Work instruction: Could you report every line of the listing below that holds the word "meet"?

Data shown:
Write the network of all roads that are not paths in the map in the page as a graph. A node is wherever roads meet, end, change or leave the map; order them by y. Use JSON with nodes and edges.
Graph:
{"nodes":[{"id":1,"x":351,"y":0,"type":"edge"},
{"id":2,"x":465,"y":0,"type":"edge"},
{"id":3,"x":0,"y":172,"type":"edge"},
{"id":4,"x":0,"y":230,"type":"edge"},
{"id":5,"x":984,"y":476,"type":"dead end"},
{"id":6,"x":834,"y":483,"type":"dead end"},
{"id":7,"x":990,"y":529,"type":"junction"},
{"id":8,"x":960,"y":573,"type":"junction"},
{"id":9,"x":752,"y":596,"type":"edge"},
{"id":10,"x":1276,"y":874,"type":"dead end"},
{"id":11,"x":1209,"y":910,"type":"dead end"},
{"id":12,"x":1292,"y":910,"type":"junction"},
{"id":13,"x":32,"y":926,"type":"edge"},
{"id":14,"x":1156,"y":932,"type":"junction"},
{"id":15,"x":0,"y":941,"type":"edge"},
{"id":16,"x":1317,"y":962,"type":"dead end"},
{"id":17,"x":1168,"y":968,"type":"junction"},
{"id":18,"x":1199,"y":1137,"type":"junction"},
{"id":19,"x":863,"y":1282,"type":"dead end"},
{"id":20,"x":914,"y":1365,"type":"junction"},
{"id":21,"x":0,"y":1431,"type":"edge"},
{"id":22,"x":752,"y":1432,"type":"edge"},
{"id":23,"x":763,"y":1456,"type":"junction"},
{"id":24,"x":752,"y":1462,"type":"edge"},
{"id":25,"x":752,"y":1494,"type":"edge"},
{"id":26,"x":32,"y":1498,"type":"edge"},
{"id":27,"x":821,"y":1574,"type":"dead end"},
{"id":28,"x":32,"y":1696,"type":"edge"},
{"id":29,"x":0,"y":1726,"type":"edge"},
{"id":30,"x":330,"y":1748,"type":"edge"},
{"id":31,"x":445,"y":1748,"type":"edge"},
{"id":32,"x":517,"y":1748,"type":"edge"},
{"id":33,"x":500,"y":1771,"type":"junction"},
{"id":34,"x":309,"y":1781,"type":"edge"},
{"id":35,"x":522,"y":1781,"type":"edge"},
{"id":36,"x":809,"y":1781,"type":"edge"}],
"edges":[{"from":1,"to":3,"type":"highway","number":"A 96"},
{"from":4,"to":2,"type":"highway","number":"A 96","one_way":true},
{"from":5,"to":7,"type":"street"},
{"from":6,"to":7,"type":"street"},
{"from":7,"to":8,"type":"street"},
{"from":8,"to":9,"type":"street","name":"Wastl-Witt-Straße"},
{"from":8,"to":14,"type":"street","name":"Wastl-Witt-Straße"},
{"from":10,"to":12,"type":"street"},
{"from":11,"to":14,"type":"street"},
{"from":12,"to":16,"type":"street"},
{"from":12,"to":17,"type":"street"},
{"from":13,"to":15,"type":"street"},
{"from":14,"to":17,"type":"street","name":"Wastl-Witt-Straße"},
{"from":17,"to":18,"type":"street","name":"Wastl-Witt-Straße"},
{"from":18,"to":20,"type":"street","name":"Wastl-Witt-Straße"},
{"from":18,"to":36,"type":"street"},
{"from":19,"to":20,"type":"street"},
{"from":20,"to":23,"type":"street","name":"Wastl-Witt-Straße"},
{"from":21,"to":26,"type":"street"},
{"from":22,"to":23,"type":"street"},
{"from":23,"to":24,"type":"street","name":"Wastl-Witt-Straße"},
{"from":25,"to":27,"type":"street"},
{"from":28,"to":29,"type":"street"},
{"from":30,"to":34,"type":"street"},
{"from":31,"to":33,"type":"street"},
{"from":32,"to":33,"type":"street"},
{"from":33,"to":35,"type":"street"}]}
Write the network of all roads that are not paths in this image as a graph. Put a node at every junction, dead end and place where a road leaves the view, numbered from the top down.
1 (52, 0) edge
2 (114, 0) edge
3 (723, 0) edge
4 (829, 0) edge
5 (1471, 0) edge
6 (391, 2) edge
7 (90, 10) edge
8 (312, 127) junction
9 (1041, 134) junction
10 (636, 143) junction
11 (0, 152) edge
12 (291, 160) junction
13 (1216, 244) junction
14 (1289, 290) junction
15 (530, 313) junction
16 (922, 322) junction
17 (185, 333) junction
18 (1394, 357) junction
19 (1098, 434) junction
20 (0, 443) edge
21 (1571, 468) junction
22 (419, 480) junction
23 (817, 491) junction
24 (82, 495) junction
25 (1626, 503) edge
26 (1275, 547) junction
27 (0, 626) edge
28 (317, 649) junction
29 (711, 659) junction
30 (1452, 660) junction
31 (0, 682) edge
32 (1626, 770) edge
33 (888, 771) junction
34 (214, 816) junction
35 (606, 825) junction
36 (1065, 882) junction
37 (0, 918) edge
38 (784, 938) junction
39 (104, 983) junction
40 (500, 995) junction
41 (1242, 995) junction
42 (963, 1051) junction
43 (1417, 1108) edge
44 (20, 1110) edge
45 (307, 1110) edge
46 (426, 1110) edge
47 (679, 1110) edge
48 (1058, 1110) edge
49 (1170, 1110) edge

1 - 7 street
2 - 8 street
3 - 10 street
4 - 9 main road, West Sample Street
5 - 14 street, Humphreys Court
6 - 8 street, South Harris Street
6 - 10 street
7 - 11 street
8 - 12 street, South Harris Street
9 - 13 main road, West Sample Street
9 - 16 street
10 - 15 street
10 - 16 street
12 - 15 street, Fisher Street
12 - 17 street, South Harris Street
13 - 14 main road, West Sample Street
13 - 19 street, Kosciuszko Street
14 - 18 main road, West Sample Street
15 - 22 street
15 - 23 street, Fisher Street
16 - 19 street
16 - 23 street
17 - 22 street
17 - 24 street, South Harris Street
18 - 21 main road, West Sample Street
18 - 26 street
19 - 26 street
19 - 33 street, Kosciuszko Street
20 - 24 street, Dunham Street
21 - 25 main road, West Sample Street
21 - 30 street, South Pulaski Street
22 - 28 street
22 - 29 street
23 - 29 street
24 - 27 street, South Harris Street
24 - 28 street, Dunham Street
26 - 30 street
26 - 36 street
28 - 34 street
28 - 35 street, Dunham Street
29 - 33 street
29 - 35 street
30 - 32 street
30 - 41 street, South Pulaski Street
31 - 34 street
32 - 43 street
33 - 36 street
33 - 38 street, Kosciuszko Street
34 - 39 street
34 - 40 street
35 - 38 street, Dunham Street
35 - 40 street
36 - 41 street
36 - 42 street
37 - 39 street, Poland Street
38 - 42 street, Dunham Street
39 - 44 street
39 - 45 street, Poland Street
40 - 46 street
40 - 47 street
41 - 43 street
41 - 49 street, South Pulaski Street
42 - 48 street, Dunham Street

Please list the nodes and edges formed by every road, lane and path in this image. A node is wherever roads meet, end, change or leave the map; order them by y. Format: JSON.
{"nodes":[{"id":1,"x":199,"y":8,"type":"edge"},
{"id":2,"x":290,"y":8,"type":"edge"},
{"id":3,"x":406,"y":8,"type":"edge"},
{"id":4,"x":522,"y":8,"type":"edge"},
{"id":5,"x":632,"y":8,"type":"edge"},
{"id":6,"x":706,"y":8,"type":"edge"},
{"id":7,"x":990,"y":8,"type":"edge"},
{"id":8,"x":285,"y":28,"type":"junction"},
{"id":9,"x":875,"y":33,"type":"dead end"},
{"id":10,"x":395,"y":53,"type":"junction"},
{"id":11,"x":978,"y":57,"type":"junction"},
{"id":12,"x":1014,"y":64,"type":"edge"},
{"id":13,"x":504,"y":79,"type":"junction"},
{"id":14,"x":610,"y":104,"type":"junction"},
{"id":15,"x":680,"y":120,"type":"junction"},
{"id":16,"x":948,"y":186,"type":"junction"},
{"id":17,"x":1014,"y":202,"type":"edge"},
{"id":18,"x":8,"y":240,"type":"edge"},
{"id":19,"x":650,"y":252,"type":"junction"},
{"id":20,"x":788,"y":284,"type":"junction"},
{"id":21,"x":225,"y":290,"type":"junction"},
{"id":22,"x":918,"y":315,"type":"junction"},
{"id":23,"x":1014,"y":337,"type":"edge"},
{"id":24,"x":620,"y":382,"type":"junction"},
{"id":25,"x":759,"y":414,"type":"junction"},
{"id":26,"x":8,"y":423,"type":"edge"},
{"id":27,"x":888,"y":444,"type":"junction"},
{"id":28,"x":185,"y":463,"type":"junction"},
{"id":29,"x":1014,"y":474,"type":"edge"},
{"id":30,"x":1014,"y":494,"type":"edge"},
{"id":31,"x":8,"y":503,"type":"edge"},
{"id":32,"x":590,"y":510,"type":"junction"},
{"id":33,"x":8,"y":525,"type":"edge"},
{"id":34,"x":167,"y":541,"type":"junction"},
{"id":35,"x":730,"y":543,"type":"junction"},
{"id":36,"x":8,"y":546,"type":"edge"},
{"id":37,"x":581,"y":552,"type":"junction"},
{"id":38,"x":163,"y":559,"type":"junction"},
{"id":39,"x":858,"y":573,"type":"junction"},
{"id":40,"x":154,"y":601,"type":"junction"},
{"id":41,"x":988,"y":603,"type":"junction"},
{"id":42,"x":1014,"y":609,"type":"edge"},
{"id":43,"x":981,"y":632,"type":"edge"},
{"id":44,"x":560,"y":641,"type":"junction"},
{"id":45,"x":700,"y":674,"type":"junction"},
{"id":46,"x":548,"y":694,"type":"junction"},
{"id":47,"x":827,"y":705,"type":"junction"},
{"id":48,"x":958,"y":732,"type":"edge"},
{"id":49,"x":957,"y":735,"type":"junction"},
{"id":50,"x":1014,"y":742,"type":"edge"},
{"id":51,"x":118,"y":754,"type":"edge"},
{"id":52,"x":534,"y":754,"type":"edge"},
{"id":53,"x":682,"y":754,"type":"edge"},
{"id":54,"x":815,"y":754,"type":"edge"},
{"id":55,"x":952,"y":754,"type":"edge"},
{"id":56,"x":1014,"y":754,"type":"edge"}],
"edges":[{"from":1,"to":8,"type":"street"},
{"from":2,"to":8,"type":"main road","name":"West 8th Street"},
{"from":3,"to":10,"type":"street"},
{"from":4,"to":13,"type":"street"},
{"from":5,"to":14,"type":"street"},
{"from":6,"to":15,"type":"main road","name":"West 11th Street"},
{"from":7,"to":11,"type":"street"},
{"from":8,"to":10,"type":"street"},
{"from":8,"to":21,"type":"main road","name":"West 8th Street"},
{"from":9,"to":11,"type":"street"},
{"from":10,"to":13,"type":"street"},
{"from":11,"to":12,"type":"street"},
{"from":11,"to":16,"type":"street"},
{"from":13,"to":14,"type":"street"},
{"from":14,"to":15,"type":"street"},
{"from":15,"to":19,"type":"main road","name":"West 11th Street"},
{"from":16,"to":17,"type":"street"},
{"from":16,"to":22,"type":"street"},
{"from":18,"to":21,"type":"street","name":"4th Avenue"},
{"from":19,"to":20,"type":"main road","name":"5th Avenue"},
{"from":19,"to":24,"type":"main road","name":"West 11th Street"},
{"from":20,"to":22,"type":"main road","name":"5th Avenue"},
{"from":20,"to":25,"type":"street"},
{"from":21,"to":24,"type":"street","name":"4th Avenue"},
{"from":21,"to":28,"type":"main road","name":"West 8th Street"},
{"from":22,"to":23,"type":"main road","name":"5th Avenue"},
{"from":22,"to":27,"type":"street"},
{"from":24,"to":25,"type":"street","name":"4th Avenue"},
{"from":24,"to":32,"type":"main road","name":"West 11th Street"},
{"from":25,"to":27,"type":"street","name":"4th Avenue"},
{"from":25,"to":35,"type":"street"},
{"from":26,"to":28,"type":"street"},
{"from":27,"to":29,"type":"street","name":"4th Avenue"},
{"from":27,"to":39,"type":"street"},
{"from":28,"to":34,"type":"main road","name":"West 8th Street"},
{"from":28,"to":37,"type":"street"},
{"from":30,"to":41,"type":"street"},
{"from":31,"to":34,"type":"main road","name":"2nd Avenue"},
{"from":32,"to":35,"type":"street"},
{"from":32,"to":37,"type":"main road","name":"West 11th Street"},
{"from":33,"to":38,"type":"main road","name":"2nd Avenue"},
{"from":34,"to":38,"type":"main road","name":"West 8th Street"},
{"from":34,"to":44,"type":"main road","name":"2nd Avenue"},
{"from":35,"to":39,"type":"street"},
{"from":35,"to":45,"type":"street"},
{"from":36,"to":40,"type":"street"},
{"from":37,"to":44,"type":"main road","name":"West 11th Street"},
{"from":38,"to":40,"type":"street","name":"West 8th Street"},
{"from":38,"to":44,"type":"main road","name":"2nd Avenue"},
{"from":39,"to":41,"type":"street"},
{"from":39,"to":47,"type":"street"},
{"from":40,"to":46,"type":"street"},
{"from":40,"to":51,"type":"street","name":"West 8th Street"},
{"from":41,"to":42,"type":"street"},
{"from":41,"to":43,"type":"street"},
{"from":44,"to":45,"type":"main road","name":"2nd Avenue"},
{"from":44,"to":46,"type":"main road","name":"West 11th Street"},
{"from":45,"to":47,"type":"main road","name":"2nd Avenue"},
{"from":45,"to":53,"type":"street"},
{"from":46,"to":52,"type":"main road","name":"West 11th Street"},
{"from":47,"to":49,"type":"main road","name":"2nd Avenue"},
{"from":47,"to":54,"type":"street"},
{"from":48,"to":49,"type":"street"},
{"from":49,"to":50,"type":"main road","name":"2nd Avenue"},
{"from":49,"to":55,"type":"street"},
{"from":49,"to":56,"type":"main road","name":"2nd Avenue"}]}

Solution to this exercise:
Write the network of all roads that are not paths in the map in the page as a graph. A node is wherever roads meet, end, change or leave the map; order them by y. Use JSON with nodes and edges.
Please list the nodes and edges formed by every road, lane and path in this image. A node is wherever roads meet, end, change or leave the map; order them by y. Format: JSON.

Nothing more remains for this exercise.